Any advice recommndations pleas


----------



## mistyoptic (2 Oct 2020)

We've used Capital Appliances who, I think, are Wolverhampton based. Always been good service from them


----------



## clid61 (3 Oct 2020)

mistyoptic said:


> We've used Capital Appliances who, I think, are Wolverhampton based. Always been good service from them


ta for that will check them out


----------



## gbb (4 Oct 2020)

Whirlpool / Hotpoint Factory Outlet ?
We live in Pboro and have the Hotpoint outlet a mile away, our first choice every time.
Last purchase was an induction oven, reduced from circa £799 down to £250. That was a black Friday special but you can expect 1/3 savings usually.
Always had very good service at the Pboro depot, I gather theres one in Gateshead if that's near ?


----------



## PeteXXX (4 Oct 2020)

Where, roughly, are you?

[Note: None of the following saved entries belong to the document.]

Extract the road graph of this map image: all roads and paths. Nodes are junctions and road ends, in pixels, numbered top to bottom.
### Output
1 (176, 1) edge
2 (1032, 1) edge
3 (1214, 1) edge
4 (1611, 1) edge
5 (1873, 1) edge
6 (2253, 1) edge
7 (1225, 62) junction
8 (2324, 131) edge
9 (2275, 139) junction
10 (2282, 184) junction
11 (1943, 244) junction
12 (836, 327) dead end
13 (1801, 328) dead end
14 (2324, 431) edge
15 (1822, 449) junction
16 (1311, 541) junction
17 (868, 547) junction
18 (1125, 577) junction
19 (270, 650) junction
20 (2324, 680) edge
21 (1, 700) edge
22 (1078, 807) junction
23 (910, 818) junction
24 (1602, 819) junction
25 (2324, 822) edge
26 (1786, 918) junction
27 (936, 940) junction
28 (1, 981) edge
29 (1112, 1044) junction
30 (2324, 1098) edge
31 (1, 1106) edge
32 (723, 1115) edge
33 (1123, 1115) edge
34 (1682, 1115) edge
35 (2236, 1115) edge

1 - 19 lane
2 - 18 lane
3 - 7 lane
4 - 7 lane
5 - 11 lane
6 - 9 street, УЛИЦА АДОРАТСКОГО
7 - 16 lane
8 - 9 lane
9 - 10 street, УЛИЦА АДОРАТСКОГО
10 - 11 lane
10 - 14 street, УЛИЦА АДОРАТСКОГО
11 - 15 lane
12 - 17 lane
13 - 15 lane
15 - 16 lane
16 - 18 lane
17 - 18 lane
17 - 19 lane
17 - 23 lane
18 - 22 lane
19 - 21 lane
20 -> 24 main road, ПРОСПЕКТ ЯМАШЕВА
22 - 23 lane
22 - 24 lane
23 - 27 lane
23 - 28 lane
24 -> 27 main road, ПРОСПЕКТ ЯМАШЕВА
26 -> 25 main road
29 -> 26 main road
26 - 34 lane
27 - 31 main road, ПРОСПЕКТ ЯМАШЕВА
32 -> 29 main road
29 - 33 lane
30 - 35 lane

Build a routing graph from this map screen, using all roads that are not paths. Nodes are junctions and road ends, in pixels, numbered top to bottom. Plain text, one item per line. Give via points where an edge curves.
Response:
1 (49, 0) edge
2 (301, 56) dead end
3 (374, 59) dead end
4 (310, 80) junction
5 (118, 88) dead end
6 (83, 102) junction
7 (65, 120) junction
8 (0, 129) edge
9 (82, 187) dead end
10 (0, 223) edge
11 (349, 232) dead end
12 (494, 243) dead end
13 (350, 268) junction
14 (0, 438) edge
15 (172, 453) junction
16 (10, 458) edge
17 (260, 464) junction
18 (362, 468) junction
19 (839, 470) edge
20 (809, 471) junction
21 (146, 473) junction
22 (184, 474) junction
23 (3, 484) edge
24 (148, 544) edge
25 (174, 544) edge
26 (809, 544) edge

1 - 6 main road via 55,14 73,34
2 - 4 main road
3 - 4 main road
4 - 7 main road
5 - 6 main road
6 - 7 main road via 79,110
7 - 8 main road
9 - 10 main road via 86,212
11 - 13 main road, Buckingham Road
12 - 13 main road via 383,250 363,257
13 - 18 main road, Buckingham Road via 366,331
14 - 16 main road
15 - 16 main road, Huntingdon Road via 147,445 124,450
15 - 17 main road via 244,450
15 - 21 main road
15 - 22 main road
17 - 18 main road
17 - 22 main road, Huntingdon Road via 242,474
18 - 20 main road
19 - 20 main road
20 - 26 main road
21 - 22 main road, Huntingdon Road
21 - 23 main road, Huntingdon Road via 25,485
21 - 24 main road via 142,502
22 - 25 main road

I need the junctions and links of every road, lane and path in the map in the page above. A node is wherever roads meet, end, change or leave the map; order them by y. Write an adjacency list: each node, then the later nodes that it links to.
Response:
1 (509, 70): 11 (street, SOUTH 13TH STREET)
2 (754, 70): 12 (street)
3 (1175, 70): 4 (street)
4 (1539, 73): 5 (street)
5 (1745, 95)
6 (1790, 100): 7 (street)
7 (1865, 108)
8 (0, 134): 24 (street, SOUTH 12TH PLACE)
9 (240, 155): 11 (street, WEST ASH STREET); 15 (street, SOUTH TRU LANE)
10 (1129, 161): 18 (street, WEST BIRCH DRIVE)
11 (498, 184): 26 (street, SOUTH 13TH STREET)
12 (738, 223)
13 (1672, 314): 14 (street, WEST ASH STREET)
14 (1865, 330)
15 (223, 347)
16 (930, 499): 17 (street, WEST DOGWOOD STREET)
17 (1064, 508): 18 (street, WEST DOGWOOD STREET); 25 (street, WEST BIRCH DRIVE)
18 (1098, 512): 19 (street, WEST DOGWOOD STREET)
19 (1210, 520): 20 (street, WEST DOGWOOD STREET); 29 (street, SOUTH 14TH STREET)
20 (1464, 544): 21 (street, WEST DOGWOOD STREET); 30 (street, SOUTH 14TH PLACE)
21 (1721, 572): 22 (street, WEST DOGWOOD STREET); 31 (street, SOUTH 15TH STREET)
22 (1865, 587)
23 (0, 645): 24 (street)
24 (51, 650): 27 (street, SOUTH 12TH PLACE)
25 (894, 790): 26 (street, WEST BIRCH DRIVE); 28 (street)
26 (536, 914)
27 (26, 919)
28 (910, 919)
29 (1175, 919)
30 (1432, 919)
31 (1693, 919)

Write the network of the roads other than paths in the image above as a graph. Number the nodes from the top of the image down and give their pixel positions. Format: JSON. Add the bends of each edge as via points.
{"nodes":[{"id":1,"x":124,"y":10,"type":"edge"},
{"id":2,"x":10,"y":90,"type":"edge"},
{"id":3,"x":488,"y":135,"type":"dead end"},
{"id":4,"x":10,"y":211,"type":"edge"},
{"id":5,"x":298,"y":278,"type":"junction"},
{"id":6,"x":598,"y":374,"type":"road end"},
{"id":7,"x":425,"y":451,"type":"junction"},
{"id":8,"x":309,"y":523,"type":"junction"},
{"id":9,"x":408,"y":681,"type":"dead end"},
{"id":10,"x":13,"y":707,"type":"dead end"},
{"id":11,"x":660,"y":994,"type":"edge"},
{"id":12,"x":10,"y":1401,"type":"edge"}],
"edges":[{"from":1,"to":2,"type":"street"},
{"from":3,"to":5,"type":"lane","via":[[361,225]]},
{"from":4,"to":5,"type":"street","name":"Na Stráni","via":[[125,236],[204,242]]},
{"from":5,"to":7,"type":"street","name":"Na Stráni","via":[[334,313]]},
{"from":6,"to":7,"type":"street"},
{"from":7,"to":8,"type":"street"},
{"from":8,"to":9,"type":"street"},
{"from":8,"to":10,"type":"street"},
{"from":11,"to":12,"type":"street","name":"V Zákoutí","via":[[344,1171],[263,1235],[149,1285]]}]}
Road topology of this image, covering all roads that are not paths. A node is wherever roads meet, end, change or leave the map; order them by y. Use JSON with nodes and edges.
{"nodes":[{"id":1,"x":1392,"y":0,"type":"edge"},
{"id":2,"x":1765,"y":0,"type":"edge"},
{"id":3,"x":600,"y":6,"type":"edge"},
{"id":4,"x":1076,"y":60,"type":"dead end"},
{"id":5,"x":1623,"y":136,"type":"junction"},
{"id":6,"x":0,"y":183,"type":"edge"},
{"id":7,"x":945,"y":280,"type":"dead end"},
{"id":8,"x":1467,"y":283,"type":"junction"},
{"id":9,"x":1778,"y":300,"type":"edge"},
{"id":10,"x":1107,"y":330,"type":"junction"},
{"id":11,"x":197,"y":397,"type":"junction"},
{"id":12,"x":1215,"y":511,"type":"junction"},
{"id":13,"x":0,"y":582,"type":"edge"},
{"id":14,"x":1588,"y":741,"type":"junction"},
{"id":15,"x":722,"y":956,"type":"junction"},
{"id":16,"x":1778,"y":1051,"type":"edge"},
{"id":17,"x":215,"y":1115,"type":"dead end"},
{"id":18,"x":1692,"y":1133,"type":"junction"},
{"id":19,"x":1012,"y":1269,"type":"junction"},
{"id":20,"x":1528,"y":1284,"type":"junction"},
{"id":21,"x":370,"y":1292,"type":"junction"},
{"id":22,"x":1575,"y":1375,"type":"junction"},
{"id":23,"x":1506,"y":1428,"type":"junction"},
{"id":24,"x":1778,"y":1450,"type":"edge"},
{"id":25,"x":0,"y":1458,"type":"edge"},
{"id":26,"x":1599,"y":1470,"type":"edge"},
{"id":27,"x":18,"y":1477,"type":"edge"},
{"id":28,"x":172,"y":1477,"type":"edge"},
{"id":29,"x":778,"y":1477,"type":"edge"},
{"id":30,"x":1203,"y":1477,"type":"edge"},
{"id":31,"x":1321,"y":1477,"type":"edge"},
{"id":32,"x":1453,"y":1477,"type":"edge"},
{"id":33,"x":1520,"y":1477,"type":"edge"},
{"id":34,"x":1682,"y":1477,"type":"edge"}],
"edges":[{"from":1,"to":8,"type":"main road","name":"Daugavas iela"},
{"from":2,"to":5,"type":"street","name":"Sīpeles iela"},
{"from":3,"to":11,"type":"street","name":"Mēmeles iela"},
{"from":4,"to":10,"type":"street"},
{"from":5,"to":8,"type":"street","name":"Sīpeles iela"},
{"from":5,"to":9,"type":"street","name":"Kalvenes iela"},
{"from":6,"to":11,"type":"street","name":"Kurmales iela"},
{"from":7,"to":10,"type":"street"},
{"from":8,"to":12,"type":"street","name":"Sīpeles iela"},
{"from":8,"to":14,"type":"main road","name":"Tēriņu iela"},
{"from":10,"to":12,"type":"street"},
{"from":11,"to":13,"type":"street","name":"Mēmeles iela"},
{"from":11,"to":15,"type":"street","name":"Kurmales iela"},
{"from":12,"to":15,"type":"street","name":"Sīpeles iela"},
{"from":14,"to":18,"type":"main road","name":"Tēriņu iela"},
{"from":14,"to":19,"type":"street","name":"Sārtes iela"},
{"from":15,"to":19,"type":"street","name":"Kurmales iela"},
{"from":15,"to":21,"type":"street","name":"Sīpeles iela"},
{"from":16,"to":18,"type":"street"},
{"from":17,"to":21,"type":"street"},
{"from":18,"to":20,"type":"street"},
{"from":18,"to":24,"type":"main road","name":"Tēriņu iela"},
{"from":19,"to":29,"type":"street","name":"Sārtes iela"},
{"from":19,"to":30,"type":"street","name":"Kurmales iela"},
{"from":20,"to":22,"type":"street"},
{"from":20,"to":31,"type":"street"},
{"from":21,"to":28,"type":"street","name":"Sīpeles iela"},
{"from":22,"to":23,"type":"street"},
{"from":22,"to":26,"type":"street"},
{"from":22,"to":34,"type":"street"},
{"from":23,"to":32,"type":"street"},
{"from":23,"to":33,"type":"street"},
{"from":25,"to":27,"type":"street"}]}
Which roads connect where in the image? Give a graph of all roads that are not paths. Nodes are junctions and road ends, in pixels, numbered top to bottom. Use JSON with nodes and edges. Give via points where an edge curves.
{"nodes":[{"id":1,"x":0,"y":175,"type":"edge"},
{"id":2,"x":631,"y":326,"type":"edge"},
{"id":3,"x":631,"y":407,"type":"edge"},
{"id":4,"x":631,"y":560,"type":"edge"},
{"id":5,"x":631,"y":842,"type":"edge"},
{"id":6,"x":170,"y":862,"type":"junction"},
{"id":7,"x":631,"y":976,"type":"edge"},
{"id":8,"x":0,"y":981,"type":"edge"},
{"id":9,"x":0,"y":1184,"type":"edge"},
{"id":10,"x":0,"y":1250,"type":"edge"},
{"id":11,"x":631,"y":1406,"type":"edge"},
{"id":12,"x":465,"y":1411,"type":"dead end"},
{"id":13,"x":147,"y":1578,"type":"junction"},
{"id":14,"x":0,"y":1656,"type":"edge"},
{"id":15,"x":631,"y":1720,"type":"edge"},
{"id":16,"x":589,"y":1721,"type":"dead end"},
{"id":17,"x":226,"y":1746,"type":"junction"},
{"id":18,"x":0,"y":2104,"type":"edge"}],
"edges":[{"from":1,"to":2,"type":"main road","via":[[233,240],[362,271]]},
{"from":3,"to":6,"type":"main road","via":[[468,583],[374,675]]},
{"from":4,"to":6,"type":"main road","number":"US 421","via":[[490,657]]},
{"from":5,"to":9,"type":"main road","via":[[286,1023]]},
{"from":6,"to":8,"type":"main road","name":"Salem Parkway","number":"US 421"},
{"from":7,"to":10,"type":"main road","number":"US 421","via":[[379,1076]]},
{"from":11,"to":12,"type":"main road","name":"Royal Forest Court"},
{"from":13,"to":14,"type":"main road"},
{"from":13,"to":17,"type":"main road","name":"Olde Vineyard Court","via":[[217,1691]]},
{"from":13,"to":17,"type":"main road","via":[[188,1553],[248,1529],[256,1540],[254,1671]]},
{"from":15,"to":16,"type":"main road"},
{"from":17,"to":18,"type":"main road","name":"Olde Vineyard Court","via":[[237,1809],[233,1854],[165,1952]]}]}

There's one in Corby and one on Brackmills industry, Northampton that I know of. 
Not sure about online, but probably worth a visit if nearby.


----------



## smokeysmoo (4 Oct 2020)

AO outlet store? I've never used them, I've never used AO either TBH but it's an option.

LINKY


----------



## gbb (4 Oct 2020)

smokeysmoo said:


> AO outlet store? I've never used them, I've never used AO either TBH but it's an option.
> 
> LINKY


We've used AO (normal goods, not graded seconds) a couple times, no complaints about their service at all.


----------



## Bonefish Blues (4 Oct 2020)

Miele outlet

Not keen on ao, who appeared to have rolled a coffee machine to us when we ordered it a few weeks ago. Oh, and the time before when I got only weasel words regarding a product failure. Kudos to Beko who stood behind their product and fixed it without question.


----------